I went to the bathroom. Switched the brushes. Her old one, I sealed in a bag and carried out.
Then I left.
Day one — no change.
Day two — she began to feel dizzy.
Day four — she visited a doctor. Blood pressure was normal. Slight inflammation of the gums.
Day six — she collapsed while doing laundry.
Still alive. But she was slipping.
On day ten, she was admitted to the hospital for persistent vomiting, numbness, and irregular heartbeat. The doctors suspected arrhythmia due to age. They were wrong.

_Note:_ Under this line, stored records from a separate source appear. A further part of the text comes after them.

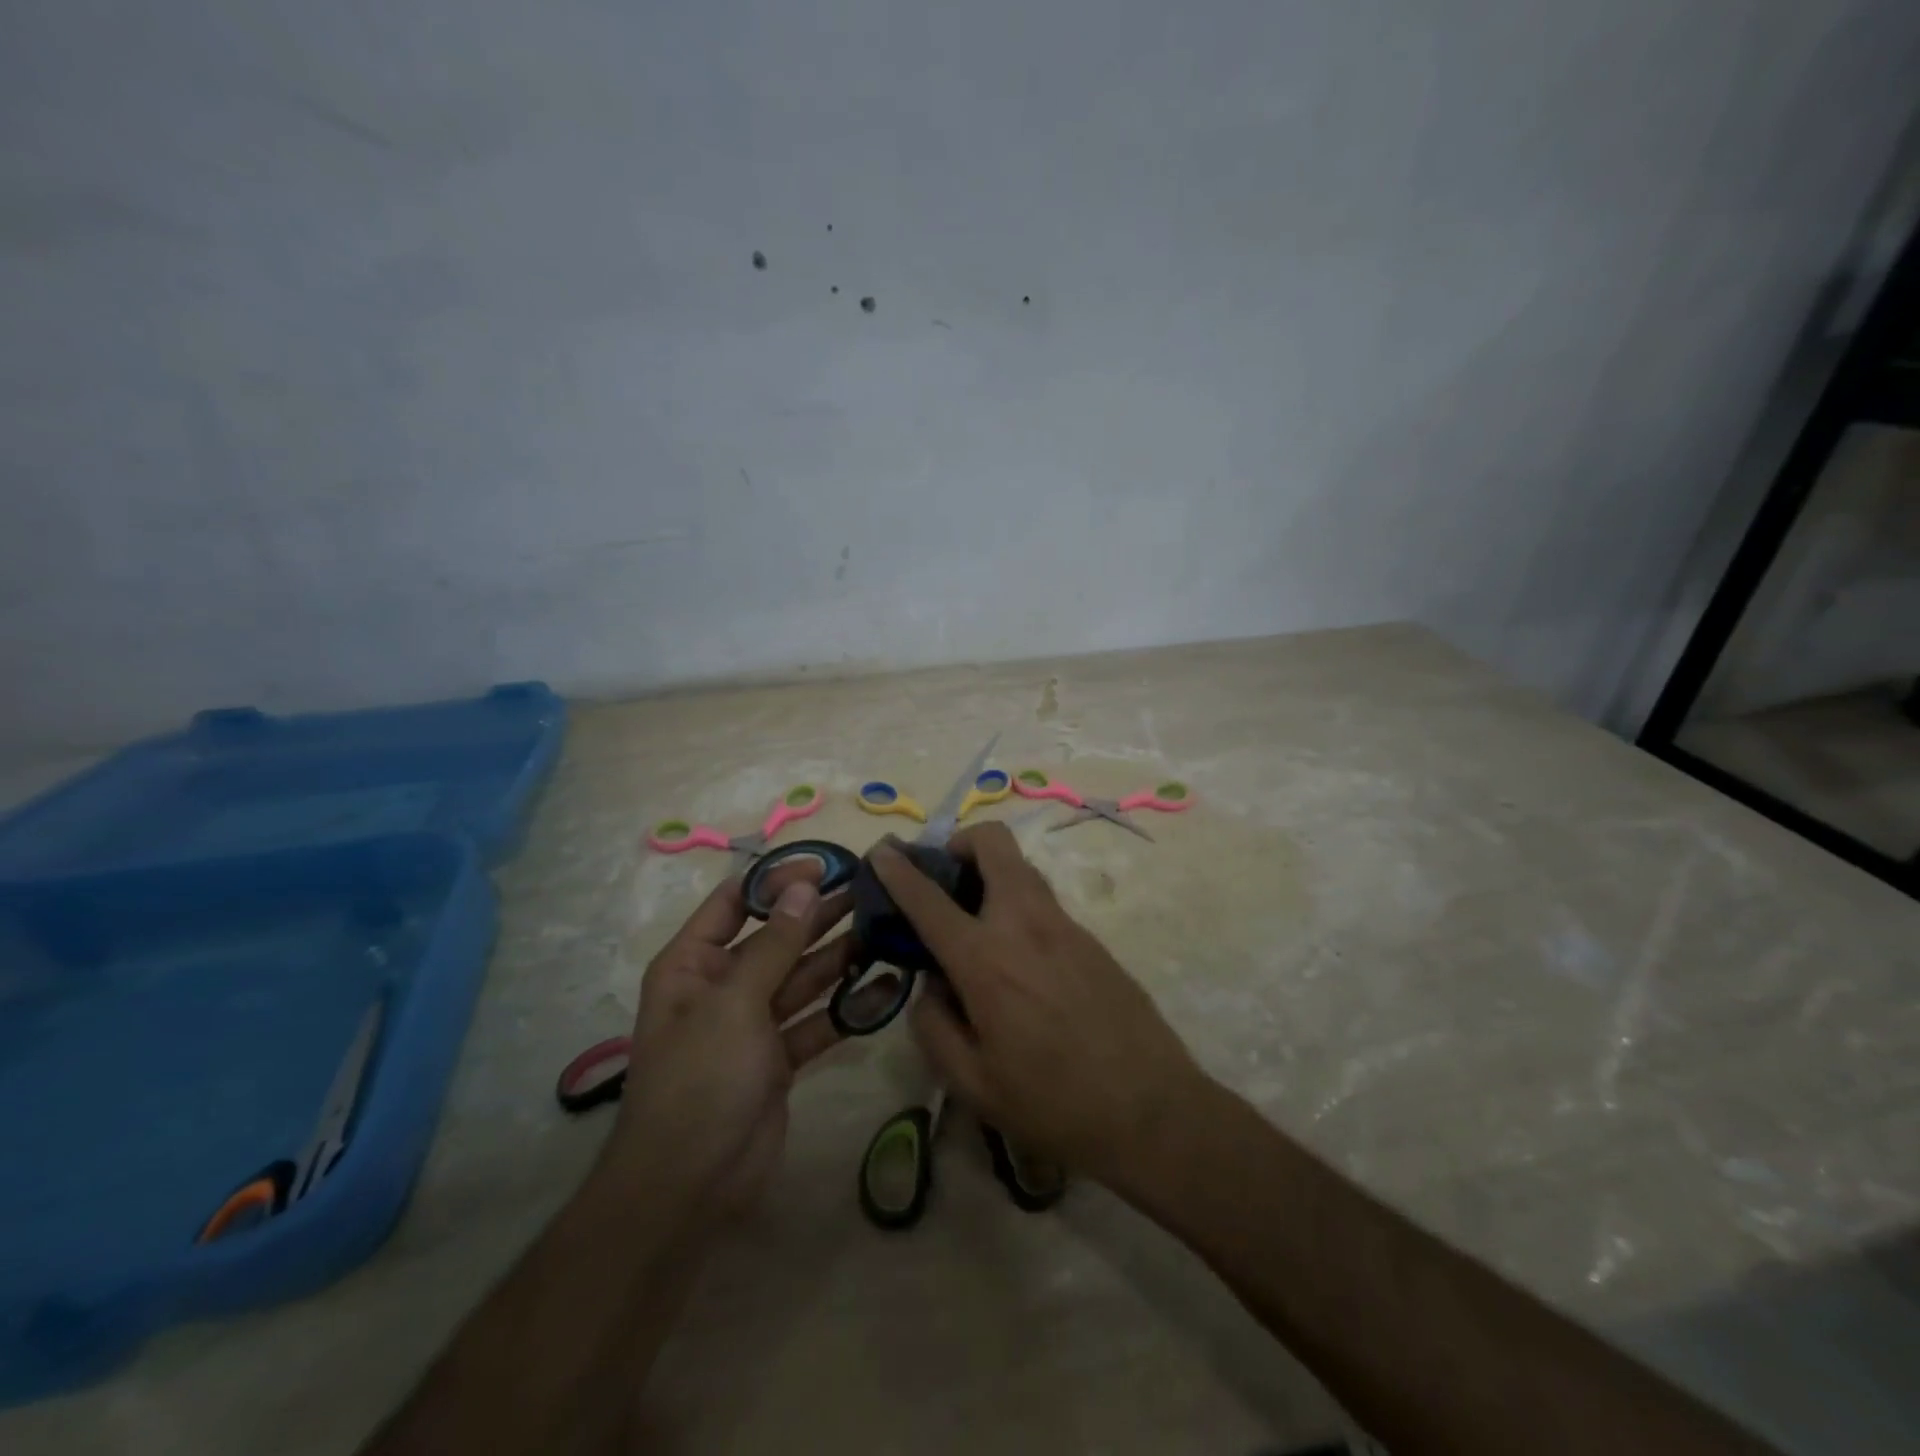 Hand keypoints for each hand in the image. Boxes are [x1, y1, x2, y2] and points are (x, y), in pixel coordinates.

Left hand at [605, 871, 898, 1215]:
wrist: (690, 1187)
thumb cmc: (700, 1079)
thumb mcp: (735, 1003)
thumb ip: (775, 943)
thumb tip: (804, 885)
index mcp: (694, 964)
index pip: (736, 902)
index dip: (778, 879)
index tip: (826, 865)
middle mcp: (723, 986)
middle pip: (778, 937)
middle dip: (820, 915)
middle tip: (871, 892)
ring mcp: (754, 1023)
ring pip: (803, 977)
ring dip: (840, 956)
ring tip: (885, 930)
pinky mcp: (781, 1058)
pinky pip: (818, 1020)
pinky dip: (848, 1007)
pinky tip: (886, 987)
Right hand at [871, 823, 1208, 1190]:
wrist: (1152, 1110)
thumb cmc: (1053, 1104)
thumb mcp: (972, 1083)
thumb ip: (934, 1024)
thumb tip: (931, 984)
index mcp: (985, 959)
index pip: (929, 897)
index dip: (898, 869)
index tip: (880, 851)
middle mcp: (1024, 924)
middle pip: (993, 842)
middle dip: (960, 843)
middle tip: (945, 878)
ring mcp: (1064, 925)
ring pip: (1021, 868)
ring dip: (991, 872)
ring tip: (975, 918)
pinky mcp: (1091, 938)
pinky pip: (1043, 901)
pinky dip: (1017, 905)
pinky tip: (1018, 957) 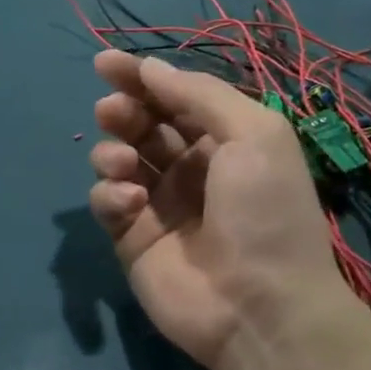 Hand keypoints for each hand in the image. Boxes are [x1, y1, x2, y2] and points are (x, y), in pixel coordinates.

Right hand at [87, 51, 353, 369]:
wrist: (260, 308)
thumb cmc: (266, 213)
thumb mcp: (253, 135)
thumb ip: (199, 94)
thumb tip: (150, 67)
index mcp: (223, 140)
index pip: (173, 97)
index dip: (139, 77)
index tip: (104, 62)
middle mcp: (189, 167)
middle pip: (140, 123)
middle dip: (122, 110)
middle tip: (112, 111)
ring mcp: (158, 202)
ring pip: (116, 157)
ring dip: (112, 151)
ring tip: (124, 164)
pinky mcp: (132, 236)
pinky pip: (106, 200)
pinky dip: (110, 194)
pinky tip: (131, 206) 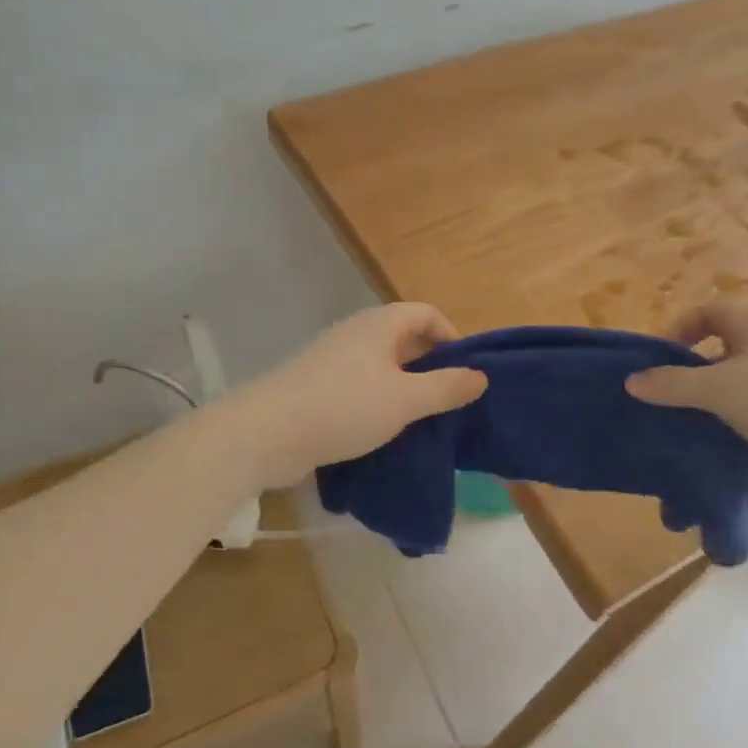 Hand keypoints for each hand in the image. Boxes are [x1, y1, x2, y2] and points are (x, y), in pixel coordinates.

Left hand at [231, 303, 486, 487]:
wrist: (266, 433)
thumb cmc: (344, 407)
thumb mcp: (405, 400)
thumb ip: (446, 388)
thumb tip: (480, 376)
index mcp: (380, 325)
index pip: (425, 313)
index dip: (450, 335)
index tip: (464, 371)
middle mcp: (356, 334)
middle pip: (404, 338)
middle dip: (430, 366)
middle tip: (447, 400)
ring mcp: (333, 360)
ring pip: (382, 366)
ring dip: (404, 388)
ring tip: (421, 421)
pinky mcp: (317, 388)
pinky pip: (360, 387)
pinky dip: (378, 403)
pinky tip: (384, 432)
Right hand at [624, 300, 747, 501]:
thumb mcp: (719, 390)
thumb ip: (672, 385)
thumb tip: (631, 381)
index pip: (708, 311)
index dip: (680, 328)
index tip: (660, 359)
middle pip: (722, 347)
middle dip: (692, 369)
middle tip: (667, 395)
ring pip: (738, 382)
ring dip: (712, 399)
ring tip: (687, 422)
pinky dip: (734, 422)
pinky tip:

On day twelve, she died in her sleep.
Forensic Report (Confidential Excerpt)
Case ID: 2022-1174-L
Subject: Nguyễn Thị L., Female, Age 53
COD: Cardiac arrest, suspected due to chronic undiagnosed condition
Toxicology:
Elevated presence of aconitine alkaloid compound in gingival tissue and oral mucosa
Trace concentration in blood serum (below lethal threshold individually)
No gastrointestinal ulcerations
External Signs:
Mild bleeding at gumline
No injection wounds, trauma, or dermal exposure
Conclusion: Probable gradual poisoning via oral exposure, possibly environmental or through repeated use of contaminated hygiene item
Status: No suspects. Case closed.
The day after her funeral, my half-sister hugged me.
She didn’t cry.
I didn’t tell her why.
That night, I sat by the window, rain tapping like a metronome. I pulled out the black notebook and wrote the second name.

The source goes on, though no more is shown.